After 20 weeks of pregnancy the said category of women is also characterized by a significant percentage of noncarrying of pregnancy, mainly due to undiagnosed isthmic-cervical insufficiency as well as placental dysfunction. In the pregnant women of Group I the signs of isthmic-cervical insufficiency were diagnosed three times more often (11 patients 27.2% vs. 5 cases – 10.4%), which ensured optimal time of diagnosing and surgical correction.

In the 3d trimester of pregnancy we have observed an increased percentage of such complications as preeclampsia of various degrees of severity, including severe atypical forms, which prevailed in Group I and made up 17,82±3,81 % vs. 13,48±3,62 % .
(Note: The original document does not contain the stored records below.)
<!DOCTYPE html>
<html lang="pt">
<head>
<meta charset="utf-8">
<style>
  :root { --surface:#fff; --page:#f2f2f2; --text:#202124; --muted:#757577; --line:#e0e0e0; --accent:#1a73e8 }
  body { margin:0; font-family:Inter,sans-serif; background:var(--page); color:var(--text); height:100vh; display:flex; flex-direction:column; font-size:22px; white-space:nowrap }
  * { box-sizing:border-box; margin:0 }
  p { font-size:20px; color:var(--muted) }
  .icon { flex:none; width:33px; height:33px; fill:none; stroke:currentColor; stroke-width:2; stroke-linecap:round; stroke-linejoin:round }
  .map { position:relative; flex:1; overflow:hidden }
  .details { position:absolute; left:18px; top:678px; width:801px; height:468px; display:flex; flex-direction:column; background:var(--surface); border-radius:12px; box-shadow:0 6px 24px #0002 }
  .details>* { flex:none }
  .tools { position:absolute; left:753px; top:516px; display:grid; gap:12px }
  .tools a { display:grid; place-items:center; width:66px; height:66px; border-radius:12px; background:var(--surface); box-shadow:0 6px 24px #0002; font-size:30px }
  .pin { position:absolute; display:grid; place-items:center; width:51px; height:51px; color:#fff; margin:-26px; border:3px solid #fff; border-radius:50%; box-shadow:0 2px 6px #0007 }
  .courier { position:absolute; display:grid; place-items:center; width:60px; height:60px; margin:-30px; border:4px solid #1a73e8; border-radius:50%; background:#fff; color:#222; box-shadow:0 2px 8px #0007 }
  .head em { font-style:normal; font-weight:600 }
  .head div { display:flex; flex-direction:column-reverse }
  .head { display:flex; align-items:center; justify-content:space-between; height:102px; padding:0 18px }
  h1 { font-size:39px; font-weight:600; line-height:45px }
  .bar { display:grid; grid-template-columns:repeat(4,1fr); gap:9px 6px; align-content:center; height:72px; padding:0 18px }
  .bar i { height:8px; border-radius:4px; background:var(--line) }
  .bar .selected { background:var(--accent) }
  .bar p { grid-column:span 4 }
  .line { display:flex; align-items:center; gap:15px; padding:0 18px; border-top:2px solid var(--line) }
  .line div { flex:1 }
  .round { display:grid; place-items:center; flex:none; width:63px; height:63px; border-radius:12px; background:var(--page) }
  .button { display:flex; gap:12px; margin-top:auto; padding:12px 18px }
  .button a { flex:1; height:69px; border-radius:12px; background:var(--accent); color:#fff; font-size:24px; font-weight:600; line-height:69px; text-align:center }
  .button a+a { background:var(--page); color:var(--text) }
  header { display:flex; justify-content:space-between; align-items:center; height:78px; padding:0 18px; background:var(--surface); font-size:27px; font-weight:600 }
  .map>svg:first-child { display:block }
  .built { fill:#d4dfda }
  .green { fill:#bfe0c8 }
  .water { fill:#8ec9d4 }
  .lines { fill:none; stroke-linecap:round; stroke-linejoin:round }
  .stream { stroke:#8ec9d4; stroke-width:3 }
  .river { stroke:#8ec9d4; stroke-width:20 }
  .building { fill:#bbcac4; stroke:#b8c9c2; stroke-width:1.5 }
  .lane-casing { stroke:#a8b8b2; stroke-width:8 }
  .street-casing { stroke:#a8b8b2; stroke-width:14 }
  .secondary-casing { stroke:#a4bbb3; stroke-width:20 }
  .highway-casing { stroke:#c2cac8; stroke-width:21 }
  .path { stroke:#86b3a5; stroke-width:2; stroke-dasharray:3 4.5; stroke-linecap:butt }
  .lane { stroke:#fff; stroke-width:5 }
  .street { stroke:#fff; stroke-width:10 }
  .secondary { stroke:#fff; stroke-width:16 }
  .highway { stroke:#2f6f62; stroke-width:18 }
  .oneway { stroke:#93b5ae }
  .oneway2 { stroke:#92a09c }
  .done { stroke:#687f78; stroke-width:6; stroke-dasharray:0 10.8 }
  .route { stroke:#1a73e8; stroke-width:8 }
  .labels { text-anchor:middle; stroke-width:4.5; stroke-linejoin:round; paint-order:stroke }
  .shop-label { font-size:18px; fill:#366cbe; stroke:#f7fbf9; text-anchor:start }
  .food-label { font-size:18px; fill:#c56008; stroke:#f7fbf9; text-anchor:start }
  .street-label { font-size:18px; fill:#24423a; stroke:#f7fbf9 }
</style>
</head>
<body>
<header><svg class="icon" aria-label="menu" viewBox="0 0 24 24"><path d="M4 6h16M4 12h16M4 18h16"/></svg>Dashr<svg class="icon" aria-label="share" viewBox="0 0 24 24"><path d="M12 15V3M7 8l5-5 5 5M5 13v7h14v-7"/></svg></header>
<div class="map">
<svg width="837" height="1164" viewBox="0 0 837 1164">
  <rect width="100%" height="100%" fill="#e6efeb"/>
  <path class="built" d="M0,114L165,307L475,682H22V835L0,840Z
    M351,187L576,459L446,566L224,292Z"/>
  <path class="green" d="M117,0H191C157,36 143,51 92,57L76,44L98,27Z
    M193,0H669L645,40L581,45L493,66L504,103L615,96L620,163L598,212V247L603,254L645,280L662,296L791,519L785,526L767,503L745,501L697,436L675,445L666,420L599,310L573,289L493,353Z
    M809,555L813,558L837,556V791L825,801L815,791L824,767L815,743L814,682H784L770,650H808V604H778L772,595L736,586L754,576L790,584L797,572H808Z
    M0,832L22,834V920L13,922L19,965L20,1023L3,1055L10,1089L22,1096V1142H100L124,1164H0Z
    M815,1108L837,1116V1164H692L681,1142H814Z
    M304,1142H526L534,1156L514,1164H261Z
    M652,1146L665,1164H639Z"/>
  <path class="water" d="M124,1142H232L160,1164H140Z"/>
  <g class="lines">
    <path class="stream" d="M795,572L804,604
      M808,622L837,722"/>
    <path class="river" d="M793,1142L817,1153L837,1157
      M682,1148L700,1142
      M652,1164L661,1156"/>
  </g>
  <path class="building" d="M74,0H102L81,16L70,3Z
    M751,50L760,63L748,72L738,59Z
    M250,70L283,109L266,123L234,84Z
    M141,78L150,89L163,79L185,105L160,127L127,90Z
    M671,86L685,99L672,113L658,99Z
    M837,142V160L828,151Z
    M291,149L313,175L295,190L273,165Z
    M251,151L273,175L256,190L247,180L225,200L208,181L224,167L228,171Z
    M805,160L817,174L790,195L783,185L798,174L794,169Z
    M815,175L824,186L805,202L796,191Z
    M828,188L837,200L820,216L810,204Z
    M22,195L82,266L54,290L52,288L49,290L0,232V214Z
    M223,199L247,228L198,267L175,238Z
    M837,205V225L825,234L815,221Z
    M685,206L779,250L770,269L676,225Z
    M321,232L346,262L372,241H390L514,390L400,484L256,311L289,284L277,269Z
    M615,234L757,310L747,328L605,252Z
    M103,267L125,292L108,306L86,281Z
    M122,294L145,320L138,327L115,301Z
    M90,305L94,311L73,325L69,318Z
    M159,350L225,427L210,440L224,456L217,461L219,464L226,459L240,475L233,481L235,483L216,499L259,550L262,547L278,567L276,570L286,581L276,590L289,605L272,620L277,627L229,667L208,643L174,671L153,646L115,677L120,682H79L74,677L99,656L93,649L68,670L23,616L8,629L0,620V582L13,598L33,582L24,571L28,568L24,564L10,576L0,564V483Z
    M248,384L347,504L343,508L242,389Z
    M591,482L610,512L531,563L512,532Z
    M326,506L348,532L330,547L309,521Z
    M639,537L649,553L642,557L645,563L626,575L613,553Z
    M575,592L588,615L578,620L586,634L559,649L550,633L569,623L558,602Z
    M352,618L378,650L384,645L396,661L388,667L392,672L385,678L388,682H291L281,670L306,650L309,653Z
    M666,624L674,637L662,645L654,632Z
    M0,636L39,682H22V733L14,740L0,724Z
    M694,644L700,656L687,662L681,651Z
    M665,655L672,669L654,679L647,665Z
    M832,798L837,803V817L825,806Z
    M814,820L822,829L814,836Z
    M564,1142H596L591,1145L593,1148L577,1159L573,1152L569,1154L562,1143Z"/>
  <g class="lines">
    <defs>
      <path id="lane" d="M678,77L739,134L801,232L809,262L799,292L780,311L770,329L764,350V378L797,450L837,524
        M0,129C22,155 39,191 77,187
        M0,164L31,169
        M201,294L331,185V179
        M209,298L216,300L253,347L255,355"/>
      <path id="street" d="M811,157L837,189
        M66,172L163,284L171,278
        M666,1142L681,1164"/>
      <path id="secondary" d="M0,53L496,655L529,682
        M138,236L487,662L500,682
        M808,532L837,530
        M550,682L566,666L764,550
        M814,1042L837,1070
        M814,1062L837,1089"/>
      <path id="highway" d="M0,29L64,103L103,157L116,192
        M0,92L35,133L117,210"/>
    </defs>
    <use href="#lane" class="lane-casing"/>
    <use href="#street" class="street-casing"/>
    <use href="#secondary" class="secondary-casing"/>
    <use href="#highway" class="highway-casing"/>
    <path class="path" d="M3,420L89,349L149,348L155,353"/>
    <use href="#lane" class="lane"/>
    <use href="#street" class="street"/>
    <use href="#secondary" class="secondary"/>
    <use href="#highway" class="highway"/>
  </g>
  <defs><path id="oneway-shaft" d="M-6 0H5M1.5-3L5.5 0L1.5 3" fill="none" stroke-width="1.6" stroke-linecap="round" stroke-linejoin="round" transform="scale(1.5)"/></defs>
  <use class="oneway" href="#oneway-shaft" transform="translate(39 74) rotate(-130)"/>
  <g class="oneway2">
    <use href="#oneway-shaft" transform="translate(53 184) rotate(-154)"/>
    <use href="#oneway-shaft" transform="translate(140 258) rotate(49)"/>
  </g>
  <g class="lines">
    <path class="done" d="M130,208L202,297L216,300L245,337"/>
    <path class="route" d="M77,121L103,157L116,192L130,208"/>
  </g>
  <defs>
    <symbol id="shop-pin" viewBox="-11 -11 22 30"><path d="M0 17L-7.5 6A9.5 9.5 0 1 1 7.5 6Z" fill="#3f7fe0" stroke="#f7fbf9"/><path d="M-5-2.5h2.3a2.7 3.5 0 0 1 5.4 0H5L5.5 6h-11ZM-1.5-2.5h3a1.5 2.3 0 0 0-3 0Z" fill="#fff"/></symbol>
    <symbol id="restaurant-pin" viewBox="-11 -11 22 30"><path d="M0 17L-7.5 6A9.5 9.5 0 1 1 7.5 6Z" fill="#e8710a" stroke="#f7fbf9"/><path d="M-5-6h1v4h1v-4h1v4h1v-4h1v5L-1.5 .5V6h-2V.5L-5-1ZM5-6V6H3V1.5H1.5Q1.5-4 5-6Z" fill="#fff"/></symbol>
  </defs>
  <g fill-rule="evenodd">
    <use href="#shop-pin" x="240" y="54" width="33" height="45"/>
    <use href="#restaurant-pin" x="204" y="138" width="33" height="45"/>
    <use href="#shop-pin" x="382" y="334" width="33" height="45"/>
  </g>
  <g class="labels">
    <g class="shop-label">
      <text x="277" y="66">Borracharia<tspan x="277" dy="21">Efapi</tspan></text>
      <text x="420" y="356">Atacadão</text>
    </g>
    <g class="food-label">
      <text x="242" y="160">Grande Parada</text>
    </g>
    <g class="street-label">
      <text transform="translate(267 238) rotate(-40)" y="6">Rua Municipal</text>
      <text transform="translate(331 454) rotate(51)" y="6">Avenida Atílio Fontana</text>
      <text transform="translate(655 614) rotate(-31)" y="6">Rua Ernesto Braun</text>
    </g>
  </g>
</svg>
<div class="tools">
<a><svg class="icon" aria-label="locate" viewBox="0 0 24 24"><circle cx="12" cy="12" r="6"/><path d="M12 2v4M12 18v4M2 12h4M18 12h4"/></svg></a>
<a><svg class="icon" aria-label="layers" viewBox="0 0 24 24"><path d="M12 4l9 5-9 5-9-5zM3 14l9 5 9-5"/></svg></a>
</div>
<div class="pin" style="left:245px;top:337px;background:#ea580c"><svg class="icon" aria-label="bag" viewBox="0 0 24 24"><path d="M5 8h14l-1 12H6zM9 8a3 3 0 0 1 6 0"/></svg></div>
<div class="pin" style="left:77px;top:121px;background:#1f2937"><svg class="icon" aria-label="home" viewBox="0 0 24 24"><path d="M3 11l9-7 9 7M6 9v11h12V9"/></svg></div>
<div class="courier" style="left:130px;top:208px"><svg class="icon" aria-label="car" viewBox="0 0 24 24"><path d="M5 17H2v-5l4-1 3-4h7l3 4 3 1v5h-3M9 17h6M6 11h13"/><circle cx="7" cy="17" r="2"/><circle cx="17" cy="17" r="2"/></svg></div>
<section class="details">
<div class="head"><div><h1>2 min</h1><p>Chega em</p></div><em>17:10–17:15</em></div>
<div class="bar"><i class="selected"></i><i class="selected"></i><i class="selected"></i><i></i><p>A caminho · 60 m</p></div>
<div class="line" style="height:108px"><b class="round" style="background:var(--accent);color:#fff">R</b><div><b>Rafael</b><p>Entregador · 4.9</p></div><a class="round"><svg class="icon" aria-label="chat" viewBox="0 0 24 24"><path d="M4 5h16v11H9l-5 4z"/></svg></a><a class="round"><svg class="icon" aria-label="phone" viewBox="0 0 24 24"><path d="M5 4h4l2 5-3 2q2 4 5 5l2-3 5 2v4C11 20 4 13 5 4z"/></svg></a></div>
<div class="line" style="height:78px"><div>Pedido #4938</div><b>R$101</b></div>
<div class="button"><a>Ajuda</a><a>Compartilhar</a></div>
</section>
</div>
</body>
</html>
The analysis of the condition of children born by such mothers shows that every third child suffers from hypoxia of various degrees of severity. Signs of antenatal hypotrophy can be observed in every fifth child born by a mother treated with assisted reproductive technologies and every third child born by a previously infertile mother.

Conclusions

The results of the conducted clinical-statistical research suggest that a complicated course of multiple pregnancy is related to hormonal overcharge, placental insufficiency, isthmic-cervical insufficiency that was not diagnosed in due time. A thorough supervision and timely correction of complications may ensure a favorable course of pregnancy and birth of a healthy child by the above described pregnant women.